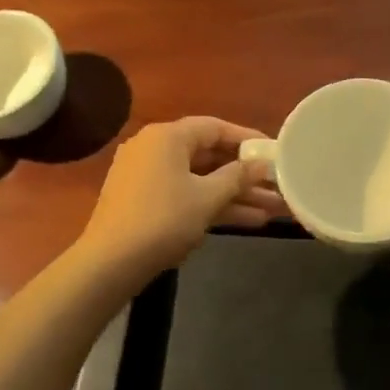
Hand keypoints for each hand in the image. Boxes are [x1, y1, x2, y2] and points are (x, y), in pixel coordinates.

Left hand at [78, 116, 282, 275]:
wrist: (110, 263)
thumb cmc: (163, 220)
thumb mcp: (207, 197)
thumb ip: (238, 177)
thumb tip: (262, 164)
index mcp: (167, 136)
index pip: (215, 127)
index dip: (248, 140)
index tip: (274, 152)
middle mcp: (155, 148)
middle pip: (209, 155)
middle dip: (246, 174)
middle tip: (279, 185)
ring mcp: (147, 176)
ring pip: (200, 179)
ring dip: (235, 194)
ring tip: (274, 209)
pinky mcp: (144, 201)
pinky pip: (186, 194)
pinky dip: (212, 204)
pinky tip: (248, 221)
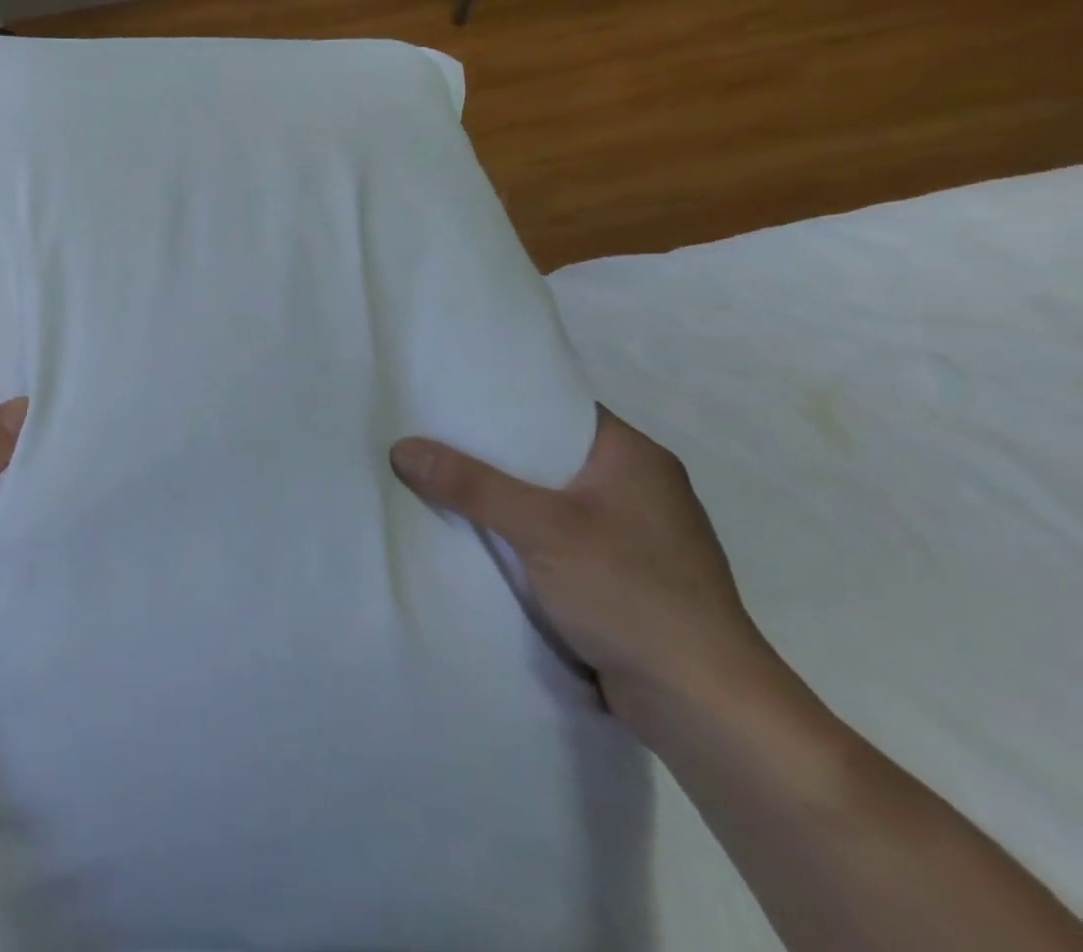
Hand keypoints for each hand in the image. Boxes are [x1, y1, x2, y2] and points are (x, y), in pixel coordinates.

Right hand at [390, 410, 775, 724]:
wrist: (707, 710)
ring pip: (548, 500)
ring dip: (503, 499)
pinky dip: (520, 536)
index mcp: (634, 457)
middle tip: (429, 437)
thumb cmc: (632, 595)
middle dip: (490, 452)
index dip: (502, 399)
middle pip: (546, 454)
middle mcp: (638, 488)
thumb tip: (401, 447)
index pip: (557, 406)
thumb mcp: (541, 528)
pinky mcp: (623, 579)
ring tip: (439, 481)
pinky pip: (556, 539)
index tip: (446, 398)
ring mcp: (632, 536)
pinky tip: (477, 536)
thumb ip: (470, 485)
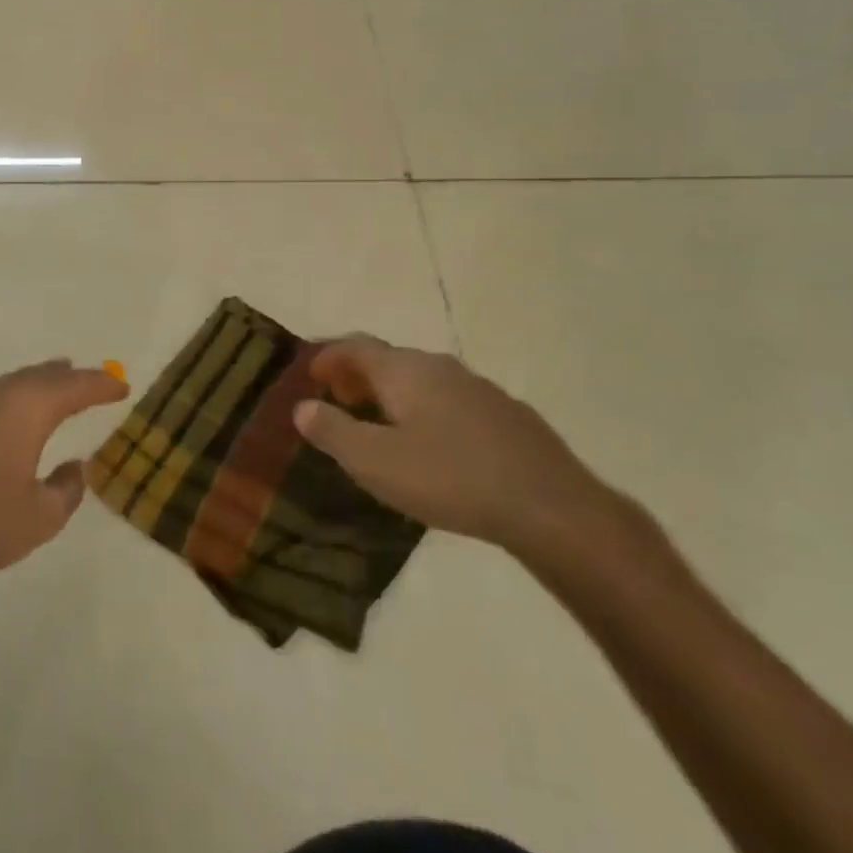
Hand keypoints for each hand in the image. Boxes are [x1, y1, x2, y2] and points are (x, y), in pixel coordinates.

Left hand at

---

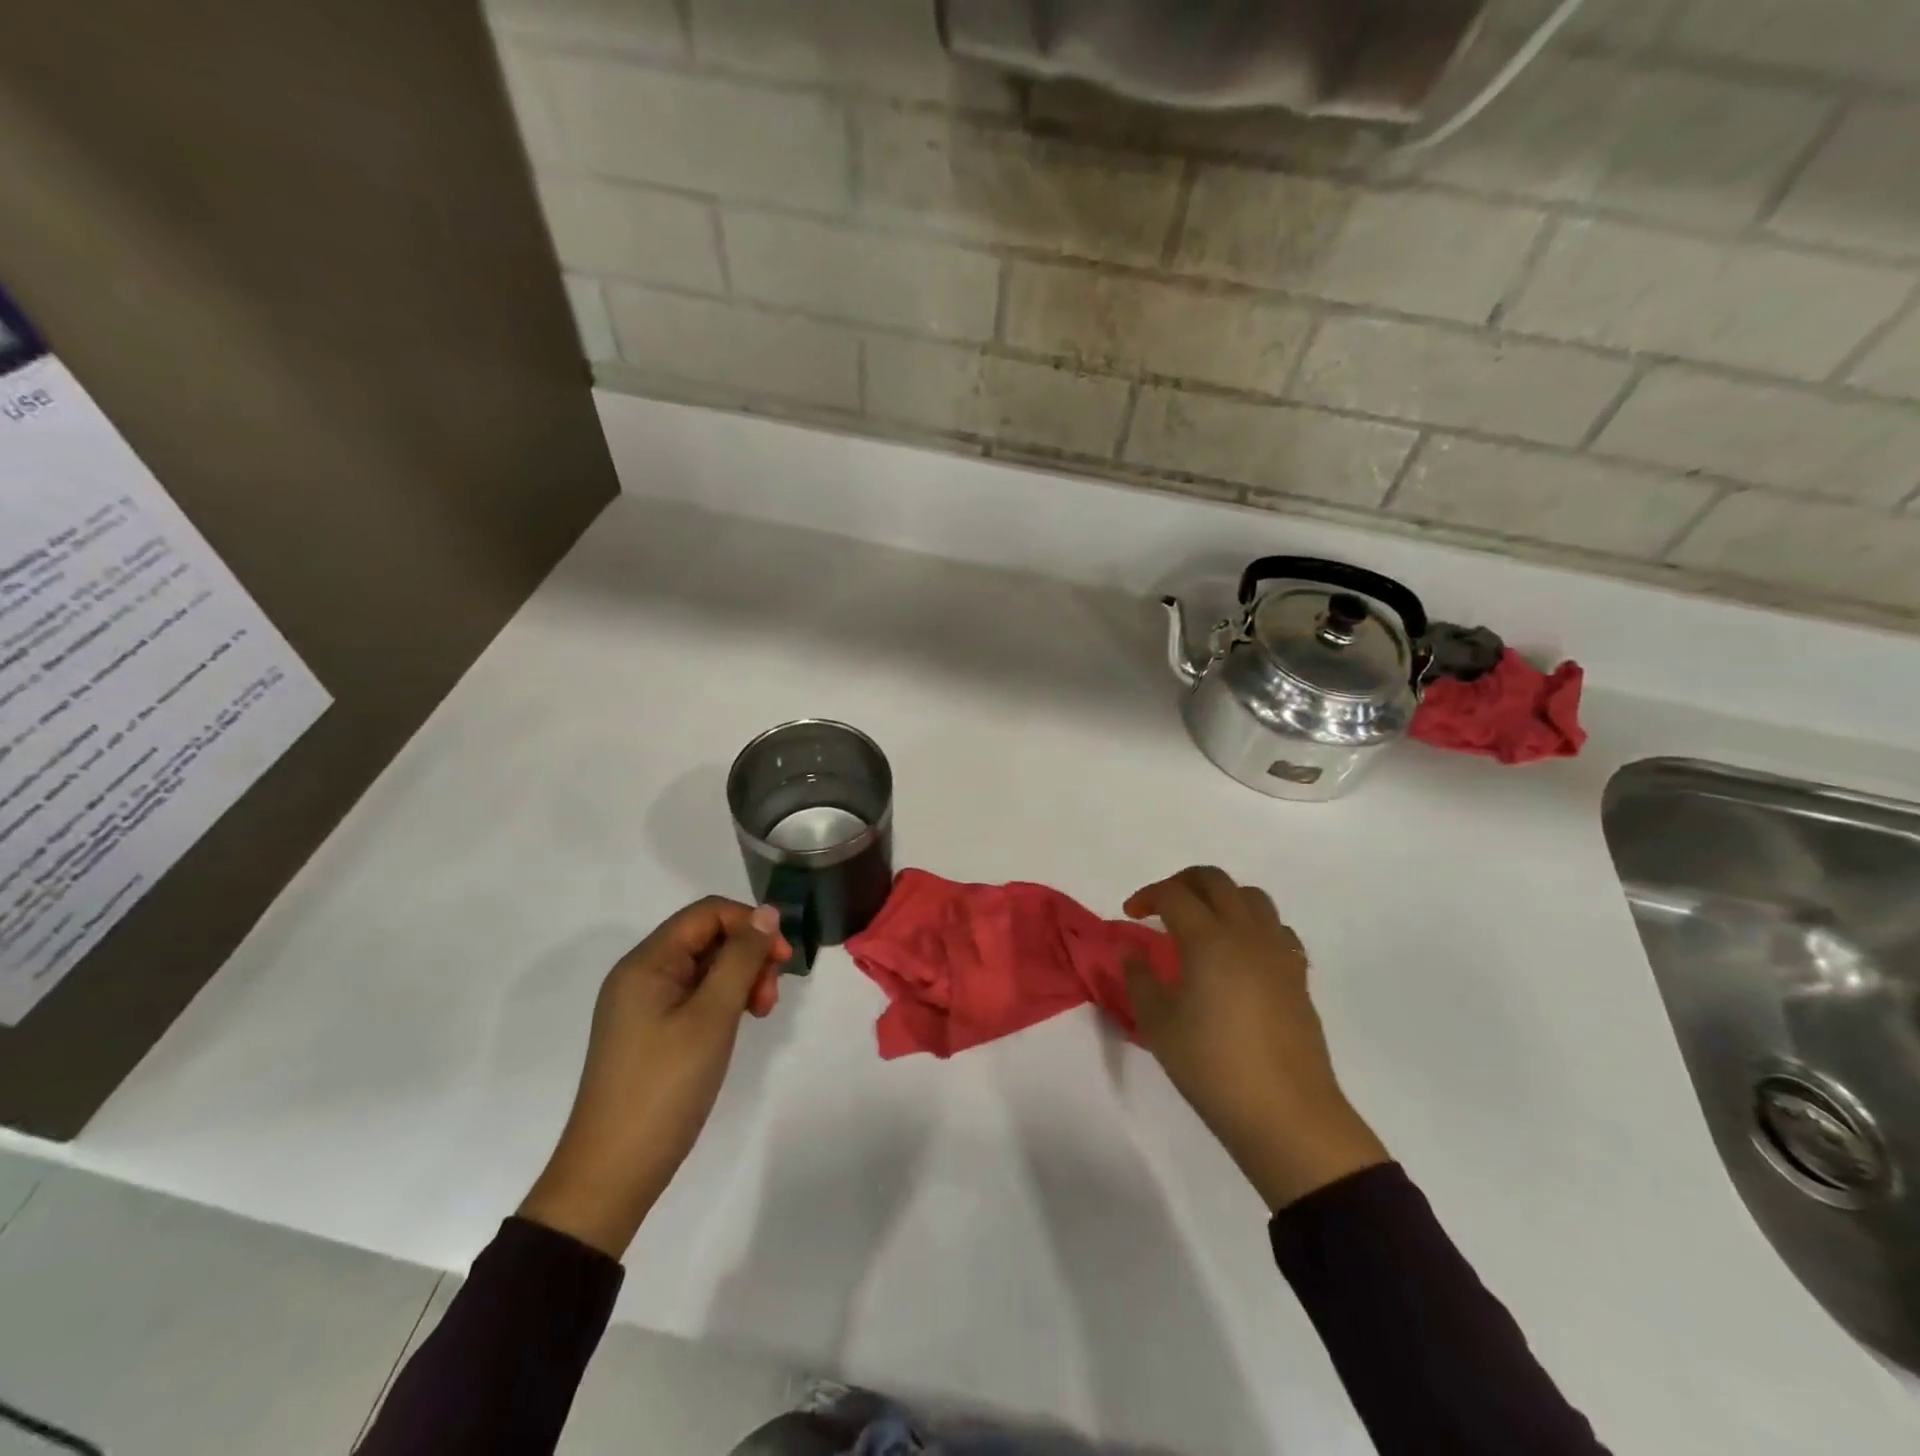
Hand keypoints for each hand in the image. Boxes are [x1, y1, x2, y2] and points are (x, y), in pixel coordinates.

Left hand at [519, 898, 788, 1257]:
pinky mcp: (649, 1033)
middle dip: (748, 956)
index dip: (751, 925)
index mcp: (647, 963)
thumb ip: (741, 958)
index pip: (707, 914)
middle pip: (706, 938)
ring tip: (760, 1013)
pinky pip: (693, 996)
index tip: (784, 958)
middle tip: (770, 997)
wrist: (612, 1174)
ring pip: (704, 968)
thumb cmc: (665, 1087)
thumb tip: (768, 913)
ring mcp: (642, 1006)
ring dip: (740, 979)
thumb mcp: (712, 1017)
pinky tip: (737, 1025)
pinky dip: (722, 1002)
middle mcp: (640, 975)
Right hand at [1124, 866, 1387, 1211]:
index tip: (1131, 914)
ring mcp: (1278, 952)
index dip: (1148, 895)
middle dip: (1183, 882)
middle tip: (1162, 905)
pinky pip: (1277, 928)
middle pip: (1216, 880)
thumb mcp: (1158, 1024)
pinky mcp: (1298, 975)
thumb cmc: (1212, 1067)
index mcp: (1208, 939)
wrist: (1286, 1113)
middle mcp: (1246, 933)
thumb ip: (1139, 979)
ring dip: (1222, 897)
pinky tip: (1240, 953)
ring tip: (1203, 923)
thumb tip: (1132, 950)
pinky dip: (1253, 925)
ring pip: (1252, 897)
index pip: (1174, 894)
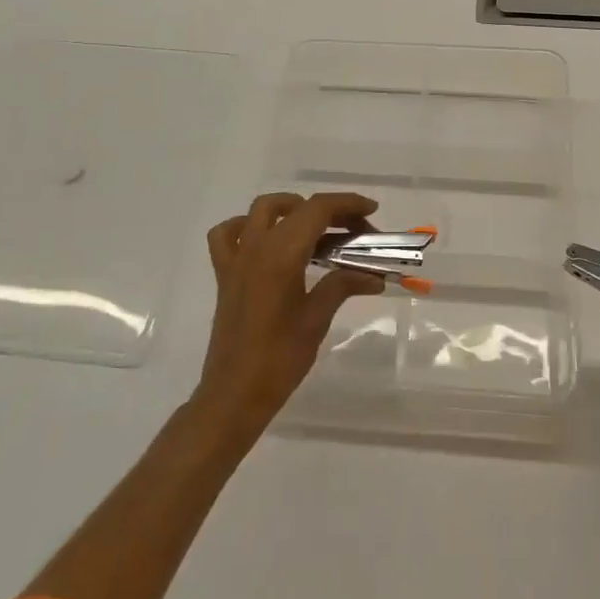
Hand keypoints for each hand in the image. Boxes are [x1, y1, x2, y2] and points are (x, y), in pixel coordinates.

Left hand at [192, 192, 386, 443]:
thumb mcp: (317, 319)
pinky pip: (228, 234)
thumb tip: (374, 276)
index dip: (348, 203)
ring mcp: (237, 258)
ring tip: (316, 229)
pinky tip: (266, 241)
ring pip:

- **The problem**: Reproduce exactly the section above that begins at the line containing "thumb mcp: (541, 528)" and ends at the line containing "thumb ip: (470, 485)", leaving out all other lines.

- **Task result**:
thumb mcp: (541, 528)
pinky mcp: (623, 579)
ring tip: (439, 481)
pinky pip: (556, 539)
index tip: (446, 398)
ring mcp: (632, 536)
pinky tip: (477, 536)
thumb ip: (470, 485)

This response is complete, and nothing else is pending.